If not, is this something which *can* be worked around in the
kernel? And if
so, does it belong with the PCI subsystem? Or the devicedriver for the
device in question?
The device driver is the only place where you know all the hw specific
things necessary to release a device BAR and eventually move and
resize upstream bridges.
Noted.
Is there a good ELI13 resource explaining how resizable BAR works in
Linux?
My current kernel command-line contains: pci=assign-busses,realloc
That's a really really bad idea. The "assign-busses" flag was
introduced to get 20year old laptops to see their cardbus PCI devices.
I threw a lot of mud at the wall to see what stuck. Removing it now did
not make a big difference.
Removing realloc prevents the second TB3 GPU from being initialized, so
keeping that for now.
My GPU is attached via TB3 to a system for which resizable BAR is
and will
remain a foreign concept in the BIOS.
What happens if you hot remove and re-plug the TB3 after the system
has started?
Much the same as during initial boot. Both good and bad. See below.

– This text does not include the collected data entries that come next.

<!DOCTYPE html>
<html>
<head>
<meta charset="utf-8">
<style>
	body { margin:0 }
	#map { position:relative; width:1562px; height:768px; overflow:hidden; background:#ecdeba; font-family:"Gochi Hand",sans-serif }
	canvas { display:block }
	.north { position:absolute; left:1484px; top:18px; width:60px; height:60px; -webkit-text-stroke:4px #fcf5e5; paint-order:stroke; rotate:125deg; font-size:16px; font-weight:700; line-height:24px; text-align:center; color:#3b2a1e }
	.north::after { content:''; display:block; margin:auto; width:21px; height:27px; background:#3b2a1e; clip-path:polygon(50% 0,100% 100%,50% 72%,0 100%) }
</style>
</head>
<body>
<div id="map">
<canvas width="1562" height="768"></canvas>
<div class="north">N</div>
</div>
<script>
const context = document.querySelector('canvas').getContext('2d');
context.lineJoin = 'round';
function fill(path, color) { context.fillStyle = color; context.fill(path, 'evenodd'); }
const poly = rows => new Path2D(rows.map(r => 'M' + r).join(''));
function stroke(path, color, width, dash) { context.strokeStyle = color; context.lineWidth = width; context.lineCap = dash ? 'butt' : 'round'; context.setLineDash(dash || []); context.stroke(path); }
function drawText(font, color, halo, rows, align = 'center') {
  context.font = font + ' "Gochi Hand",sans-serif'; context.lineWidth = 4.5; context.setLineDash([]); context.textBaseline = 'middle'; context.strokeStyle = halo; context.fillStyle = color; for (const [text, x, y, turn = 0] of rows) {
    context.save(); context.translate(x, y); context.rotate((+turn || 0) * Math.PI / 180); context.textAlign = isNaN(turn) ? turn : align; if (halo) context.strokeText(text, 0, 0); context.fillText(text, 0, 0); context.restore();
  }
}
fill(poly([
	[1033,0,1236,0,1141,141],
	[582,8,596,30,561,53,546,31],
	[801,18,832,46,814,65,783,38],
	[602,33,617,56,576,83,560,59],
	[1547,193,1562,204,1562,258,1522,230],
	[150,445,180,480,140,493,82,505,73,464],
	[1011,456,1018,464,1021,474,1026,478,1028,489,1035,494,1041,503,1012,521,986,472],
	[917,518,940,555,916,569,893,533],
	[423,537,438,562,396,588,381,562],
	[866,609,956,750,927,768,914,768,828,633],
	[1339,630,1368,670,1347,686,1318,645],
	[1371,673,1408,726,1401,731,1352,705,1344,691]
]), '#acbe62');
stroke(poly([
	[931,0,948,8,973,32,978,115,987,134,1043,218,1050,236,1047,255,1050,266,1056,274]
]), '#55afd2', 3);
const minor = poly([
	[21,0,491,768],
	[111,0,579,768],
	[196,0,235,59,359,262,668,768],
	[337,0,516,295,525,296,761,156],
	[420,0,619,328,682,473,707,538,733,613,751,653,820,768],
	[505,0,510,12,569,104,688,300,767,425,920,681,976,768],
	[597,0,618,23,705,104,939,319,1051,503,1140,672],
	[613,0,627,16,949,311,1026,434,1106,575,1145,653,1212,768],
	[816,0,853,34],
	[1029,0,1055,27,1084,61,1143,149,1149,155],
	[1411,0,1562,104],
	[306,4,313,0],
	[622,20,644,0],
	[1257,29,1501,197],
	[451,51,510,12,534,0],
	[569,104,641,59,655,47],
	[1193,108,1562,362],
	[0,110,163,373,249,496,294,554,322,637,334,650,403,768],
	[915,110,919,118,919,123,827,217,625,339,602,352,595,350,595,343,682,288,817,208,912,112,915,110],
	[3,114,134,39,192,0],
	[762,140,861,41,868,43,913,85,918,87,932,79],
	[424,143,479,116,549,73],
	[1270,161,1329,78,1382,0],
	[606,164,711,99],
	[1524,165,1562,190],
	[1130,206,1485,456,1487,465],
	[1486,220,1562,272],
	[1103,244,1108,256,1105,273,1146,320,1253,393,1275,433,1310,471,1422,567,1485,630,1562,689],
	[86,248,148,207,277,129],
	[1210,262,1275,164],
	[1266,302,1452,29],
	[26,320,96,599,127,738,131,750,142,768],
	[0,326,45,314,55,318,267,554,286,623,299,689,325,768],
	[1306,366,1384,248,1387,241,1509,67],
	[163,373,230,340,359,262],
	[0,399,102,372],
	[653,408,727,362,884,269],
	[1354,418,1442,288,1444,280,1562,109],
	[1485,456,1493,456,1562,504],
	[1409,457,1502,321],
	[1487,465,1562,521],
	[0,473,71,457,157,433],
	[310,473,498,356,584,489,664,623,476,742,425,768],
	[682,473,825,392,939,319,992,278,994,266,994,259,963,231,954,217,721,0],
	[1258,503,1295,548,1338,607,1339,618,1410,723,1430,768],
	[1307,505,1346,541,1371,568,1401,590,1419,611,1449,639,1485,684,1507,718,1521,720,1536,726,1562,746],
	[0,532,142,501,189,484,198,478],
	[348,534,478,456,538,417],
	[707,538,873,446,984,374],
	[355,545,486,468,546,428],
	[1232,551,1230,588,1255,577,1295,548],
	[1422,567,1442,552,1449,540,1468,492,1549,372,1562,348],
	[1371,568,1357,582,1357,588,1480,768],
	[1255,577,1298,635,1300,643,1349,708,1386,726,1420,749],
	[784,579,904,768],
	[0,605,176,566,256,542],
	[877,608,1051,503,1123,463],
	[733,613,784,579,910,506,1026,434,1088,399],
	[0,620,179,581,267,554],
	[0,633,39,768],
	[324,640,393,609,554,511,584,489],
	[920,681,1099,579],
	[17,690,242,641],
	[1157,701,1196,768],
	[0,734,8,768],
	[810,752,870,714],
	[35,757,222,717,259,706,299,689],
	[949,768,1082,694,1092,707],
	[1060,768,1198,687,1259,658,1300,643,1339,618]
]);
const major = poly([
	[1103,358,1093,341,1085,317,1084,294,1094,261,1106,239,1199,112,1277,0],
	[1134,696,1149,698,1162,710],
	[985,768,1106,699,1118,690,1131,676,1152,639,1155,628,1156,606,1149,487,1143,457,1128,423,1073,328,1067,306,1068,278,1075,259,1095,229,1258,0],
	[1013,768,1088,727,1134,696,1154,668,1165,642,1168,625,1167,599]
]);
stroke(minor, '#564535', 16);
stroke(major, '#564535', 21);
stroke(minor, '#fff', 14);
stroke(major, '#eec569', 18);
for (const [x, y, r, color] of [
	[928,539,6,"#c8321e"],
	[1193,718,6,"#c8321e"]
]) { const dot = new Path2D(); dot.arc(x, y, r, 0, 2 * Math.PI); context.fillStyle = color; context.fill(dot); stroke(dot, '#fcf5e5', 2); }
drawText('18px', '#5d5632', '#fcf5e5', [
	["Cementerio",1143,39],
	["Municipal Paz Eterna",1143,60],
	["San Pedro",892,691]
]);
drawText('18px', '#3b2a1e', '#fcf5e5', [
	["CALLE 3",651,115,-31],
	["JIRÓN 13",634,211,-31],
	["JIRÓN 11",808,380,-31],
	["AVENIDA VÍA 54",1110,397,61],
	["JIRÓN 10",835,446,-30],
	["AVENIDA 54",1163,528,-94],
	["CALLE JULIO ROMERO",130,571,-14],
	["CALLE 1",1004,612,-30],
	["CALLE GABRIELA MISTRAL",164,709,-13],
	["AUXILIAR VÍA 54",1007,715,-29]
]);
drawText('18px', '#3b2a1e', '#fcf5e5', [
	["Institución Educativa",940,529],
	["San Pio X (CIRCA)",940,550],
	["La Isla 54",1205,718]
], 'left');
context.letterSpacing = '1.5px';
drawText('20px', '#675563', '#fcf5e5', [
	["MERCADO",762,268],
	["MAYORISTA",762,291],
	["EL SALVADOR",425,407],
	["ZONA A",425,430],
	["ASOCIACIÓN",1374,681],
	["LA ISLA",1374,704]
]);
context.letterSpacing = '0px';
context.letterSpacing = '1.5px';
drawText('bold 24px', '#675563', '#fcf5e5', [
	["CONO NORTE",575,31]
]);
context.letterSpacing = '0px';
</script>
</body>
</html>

Do any of the pci=hp* options have any significance/impact on what dmesg
says below?
Is IO address space moveable? Relevant kernel config/options impacting
this? Is it all in the hands of the device driver?
So, so many questions. And barely competent to ask them. Please forgive me.
Current kernel command-line snippet:
pci=realloc,hpiosize=16K,hpmemsize=64M,pcie_scan_all,hpbussize=0x33
I very much appreciate your input. Will try to get the attention of the
people responsible for the driver.
Thanks,
Dag B
p53 ~ # dmesg | grep 09:00.0
[ 0.471780] pci 0000:09:00.0: [10de:2204] type 00 class 0x030000 PCIe
Legacy Endpoint
[ 0.471816] pci 0000:09:00.0: BAR 0 [mem 0x00000000-0x00ffffff]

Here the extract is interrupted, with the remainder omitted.